WEST DES MOINES, IOWA | Mike Whan, the Commissioner of the LPGA Tour, and Keith Pelley, the CEO of the European Tour, appear set to join forces in rescuing the Ladies European Tour.

“Keith and I have spoken and we feel we could be more help together than separately,” Whan said from the site of the Solheim Cup.

Speaking during the course of Saturday’s morning foursomes, Whan explained that he feels a certain responsibility to come to the Europeans’ aid: “Our stated mission at the LPGA is to help women to pursue their golfing dreams and that doesn’t just mean American women. Any arrangement has obviously got to satisfy all parties but we’ve been having meaningful dialogue with the LET since the Scottish Open and we realise that there is a sense of urgency.”

The sense of urgency obviously has been accentuated by the extent of European suffering at Des Moines. Here, the CEO was not thinking of Suzann Pettersen’s withdrawal because of an old back injury; of Anna Nordqvist’s glandular fever, or of the resurgence of Charley Hull’s old wrist problems.

It was all about Ladies European Tour and it’s ever-more-skeletal circuit.

There were two members of the European team – Georgia Hall and Florentyna Parker – who arrived in Des Moines through the LET points list with no more than five LET tournaments under their belt. Clearly, Hall is ready to bridge the gap between the LET and the LPGA but most of the LET professionals are feeling pretty helpless. Five tournaments between January and August, as they keep saying, are not enough to make a professional.

Whan recalled how the LPGA had been through its own tough times and how they had fought back effectively.

“We’ve proved we can do it,” he said. “We’ve raised the number of tournaments on the Symetra Tour from 13 to 23, and those on the LPGA from 23 to 36.

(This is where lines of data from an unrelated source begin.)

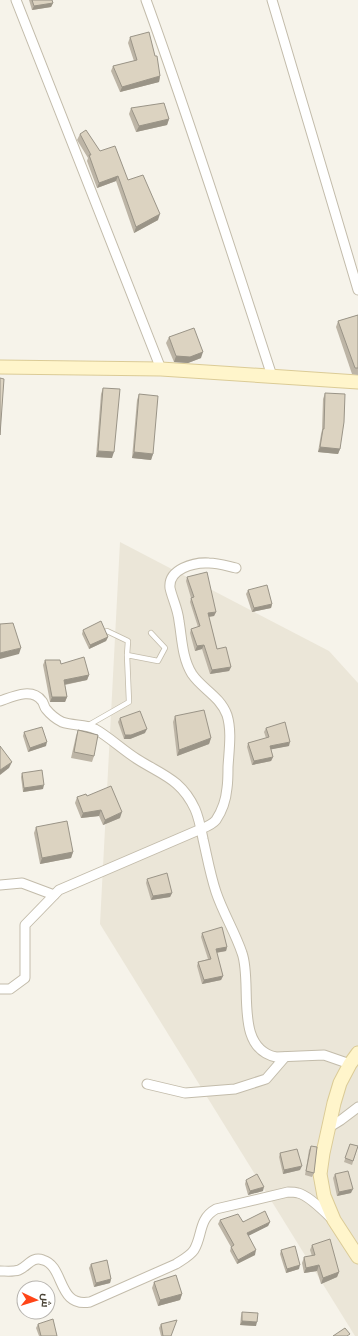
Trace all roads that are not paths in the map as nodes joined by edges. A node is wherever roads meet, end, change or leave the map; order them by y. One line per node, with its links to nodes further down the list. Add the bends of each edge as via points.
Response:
1 (16, 0): 6 (street)
2 (146, 0): 7 (street)
3 (272, 0): 4 (street)
4 (358, 290)
5 (0, 367): 6 (street)
6 (162, 369): 7 (street)
7 (272, 376): 8 (street)
8 (358, 382)
9 (236, 568): 15 (street, via 200,563 178,571 171,580 170,588 180,621 186,659 192,674 218,698 227,716 229,728 227,788 222,809 215,822)
10 (107, 631): 12 (lane, via 128,641)
11 (151, 633): 12 (lane, via 165,648 158,661)
12 (127, 655): 14 (lane, via 129,702)
13 (0, 701): 14 (street, via 20,694 34,695 42,700 45,708 57,720)
14 (86, 726): 15 (street, via 95,729 137,759 172,779 196,810)
15 (201, 830): 17 (street, via 59,890); 20 (street, via 216,893 243,954 247,972 247,1016 251,1033 262,1052 269,1056)
16 (0, 885): 17 (street, via 22,883)
17 (54, 895): 18 (street, via 25,925 25,978 10,989)
18 (0, 990)
19 (358, 1053): 21 (street)
20 (285, 1057): 21 (street, via 324,1055); 22 (street, via 266,1079 235,1088 185,1093)
21 (350, 1064): 24 (street, via 340,1083)
22 (147, 1084)
23 (358, 1107): 24 (street)
24 (328, 1128): 25 (street, via 320,1174 324,1196)
25 (334, 1220): 26 (street); 27 (street, via 300,1193 294,1192 216,1209 209,1213 204,1221 193,1250 186,1258 84,1303 73,1300 53,1267 45,1260 33,1259 19,1270)
26 (358, 1257)
27 (0, 1271)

He has also noticed the increasing number of European players who are heading directly to the LPGA’s Qualifying School, bypassing Europe. He cited Madelene Sagström, who has been a regular winner on the Symetra Tour.

Yet, pleased though he is to see these up-and-coming Europeans on his side of the Atlantic, Whan says he would like to see girl golfers from all around the world having choices.

“Our tour only works if we have super-strong regional tours,” What said. “Some girls like to stay at home and hone their skills before coming to the LPGA – and others just want to stay at home because that is where they want to be.”
He mentioned Beth Allen, the American winner of last year’s LET money list who nowadays plays both the LPGA Tour and the LET whilst living in Scotland. Allen told him that she was not out to be the world No 1. All she wants is to make a living from playing golf.

There may be those on the LET who still believe that they can make their association work without any help from the LPGA, the men’s European Tour, or anyone else. They could well harbour hopes of striking lucky with their next choice of CEO, but, if the truth be told, not too many others share in that belief any more. Not when the women have had more than a dozen CEOs in the same period as the men’s European Tour have had three.

The LPGA/European Tour option is one they should seize with both hands if they want to stay in touch with the world scene.